(Entries taken from a collection)
· · · ·

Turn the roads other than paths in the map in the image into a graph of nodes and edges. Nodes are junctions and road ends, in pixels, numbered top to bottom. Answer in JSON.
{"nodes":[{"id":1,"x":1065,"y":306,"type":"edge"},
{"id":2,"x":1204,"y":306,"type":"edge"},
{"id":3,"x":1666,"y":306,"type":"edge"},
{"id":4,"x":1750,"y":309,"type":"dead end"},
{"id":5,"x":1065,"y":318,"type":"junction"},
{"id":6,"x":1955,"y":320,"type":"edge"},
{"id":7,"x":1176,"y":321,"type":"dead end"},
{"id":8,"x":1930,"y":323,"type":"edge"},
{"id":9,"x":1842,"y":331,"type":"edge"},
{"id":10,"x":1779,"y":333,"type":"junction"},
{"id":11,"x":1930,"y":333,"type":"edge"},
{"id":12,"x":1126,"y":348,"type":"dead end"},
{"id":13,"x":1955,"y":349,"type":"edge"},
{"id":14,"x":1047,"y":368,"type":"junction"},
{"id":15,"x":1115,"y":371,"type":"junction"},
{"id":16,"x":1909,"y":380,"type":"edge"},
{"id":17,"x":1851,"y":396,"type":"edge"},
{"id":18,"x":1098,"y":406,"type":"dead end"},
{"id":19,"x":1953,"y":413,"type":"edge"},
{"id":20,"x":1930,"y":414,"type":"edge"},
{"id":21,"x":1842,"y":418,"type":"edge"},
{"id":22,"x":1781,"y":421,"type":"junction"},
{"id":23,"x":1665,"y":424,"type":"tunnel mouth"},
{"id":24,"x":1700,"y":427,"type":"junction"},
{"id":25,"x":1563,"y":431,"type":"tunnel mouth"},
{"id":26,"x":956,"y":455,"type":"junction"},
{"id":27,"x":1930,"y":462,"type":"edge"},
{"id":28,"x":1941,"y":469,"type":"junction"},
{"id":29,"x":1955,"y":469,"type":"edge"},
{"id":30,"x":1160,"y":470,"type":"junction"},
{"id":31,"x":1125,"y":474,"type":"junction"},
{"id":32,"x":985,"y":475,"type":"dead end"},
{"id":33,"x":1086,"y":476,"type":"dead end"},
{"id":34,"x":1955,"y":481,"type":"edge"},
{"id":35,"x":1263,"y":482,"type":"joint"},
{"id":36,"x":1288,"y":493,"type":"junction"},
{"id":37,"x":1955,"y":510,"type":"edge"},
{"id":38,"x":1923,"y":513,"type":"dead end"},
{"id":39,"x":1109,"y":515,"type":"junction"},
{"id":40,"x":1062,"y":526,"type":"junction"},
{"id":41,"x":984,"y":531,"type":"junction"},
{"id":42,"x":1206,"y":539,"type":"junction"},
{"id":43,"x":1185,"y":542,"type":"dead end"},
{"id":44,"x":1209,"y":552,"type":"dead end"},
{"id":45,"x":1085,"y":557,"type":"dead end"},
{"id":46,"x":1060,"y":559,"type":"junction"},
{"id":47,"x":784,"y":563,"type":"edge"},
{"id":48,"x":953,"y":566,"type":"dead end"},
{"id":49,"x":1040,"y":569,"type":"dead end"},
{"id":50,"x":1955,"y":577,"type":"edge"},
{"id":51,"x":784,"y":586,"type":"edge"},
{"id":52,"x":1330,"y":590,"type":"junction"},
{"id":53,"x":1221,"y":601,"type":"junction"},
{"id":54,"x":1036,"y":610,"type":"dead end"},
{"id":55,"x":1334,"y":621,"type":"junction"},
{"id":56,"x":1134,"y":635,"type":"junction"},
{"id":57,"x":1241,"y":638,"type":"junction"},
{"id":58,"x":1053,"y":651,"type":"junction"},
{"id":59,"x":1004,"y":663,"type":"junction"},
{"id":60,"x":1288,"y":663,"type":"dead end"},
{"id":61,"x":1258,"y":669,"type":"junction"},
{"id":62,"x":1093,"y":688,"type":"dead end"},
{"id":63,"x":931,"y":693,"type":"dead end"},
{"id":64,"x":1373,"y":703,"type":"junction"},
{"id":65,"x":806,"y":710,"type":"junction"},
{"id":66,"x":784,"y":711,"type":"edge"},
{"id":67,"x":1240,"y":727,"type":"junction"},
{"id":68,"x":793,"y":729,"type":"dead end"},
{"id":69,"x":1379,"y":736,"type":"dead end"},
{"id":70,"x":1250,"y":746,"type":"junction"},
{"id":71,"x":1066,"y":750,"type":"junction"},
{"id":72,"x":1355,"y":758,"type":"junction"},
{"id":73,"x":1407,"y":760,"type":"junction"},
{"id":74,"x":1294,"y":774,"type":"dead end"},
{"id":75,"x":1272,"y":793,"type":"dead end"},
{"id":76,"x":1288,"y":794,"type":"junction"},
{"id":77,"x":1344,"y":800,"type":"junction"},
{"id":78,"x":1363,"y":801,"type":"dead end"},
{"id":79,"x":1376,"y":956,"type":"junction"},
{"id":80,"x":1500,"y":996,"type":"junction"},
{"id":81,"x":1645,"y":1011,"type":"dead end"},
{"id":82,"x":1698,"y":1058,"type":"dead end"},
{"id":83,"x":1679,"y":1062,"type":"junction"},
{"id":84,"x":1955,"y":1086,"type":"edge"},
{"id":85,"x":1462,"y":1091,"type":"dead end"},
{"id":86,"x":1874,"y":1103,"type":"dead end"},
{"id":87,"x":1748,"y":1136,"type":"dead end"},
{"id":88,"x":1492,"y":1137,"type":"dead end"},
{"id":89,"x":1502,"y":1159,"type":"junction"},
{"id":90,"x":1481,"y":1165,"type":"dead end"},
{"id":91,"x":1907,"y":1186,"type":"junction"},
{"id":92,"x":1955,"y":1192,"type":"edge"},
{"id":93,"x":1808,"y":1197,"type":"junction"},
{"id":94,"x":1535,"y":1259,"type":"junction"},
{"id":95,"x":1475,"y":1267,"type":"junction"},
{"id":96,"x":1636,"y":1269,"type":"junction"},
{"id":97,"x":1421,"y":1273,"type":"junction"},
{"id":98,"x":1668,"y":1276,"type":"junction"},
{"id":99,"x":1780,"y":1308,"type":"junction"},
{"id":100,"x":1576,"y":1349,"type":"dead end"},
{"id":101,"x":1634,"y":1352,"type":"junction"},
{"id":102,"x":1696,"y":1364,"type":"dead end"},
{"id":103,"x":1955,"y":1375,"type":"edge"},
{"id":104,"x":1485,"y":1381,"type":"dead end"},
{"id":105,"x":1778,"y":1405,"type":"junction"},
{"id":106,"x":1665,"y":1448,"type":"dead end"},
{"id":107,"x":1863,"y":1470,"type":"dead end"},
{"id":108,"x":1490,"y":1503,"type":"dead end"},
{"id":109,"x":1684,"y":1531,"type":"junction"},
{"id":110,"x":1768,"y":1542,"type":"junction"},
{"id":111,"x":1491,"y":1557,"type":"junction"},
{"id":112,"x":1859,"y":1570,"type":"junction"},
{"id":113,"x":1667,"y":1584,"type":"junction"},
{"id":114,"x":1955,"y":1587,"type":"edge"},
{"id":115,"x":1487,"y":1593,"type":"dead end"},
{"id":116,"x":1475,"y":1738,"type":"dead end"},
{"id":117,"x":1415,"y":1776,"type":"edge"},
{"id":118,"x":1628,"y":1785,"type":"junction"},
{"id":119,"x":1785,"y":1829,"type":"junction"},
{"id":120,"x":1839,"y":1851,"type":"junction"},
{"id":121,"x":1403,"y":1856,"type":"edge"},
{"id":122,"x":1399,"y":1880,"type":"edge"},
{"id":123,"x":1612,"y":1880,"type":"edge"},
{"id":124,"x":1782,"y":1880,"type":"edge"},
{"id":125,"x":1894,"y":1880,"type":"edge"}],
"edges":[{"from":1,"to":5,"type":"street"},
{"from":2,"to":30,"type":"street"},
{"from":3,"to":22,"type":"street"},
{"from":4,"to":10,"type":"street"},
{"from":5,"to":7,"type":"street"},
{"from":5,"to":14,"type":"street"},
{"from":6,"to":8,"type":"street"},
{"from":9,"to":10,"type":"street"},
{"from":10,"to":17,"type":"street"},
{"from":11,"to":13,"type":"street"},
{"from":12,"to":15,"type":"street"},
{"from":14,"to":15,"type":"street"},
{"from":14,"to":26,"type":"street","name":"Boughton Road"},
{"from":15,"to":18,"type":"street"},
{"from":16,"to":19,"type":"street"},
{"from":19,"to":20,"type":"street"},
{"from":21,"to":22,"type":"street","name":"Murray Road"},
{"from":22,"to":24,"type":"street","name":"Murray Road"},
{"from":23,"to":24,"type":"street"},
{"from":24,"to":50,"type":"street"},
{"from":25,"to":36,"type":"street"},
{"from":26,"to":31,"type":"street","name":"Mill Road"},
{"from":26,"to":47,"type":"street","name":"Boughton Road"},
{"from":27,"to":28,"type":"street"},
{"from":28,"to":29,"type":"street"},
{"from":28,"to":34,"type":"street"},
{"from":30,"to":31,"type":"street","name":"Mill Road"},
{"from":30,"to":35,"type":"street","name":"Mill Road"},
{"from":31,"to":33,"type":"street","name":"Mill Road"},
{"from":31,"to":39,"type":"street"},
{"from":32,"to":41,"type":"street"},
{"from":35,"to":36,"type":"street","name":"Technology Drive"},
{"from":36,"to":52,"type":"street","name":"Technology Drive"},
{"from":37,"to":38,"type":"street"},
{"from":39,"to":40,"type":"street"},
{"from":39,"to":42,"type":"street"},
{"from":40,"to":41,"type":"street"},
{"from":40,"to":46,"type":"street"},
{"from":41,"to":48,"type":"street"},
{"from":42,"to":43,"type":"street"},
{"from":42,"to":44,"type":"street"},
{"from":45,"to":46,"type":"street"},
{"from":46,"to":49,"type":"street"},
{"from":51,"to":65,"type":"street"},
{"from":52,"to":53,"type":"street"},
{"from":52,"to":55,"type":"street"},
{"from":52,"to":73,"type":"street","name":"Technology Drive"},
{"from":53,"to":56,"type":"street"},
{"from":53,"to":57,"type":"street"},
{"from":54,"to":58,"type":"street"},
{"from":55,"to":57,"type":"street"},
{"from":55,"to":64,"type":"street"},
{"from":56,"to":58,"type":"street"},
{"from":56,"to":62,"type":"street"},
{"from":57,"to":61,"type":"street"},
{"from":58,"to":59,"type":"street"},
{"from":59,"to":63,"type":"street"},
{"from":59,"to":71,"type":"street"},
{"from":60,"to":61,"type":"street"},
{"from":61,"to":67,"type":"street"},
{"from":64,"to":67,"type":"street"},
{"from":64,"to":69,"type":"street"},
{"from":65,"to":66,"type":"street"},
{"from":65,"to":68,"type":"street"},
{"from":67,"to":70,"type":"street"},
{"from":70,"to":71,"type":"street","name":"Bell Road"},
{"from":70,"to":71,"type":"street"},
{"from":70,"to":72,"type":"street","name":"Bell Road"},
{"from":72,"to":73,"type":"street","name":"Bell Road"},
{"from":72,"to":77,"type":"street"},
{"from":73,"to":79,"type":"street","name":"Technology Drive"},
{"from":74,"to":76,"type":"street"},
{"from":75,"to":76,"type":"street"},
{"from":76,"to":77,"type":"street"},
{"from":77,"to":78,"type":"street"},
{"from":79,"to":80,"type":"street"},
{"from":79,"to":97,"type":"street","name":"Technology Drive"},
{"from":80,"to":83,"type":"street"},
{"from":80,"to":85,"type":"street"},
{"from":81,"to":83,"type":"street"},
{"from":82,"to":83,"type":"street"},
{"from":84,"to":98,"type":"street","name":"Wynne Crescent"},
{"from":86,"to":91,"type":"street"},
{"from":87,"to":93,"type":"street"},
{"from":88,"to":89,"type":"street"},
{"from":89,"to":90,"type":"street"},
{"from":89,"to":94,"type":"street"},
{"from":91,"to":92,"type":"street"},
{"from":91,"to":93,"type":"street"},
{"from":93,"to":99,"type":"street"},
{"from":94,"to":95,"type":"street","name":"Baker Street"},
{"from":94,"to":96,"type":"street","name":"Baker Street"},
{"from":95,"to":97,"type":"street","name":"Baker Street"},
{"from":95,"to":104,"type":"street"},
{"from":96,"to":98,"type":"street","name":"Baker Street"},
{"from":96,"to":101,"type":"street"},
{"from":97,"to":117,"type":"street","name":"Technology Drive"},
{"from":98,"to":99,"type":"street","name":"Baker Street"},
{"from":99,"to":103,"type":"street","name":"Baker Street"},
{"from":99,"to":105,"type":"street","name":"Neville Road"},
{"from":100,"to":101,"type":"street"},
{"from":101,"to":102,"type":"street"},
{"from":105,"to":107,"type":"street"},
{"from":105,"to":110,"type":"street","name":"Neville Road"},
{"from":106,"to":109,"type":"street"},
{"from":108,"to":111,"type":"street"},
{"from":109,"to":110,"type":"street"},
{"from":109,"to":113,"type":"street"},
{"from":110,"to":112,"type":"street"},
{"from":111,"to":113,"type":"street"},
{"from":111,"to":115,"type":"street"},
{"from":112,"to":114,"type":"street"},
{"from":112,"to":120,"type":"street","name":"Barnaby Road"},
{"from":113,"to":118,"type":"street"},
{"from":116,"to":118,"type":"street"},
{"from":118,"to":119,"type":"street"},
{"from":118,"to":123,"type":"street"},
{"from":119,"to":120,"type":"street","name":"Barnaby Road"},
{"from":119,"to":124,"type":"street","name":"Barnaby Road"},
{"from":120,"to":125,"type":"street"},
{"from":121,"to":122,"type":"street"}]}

· · · ·

**Task to complete**
Each line in which the string "mouth" is found must be copied from the data.

**Output of the task**
{"id":23,"x":1665,"y":424,"type":"tunnel mouth"},
{"id":25,"x":1563,"y":431,"type":"tunnel mouth"},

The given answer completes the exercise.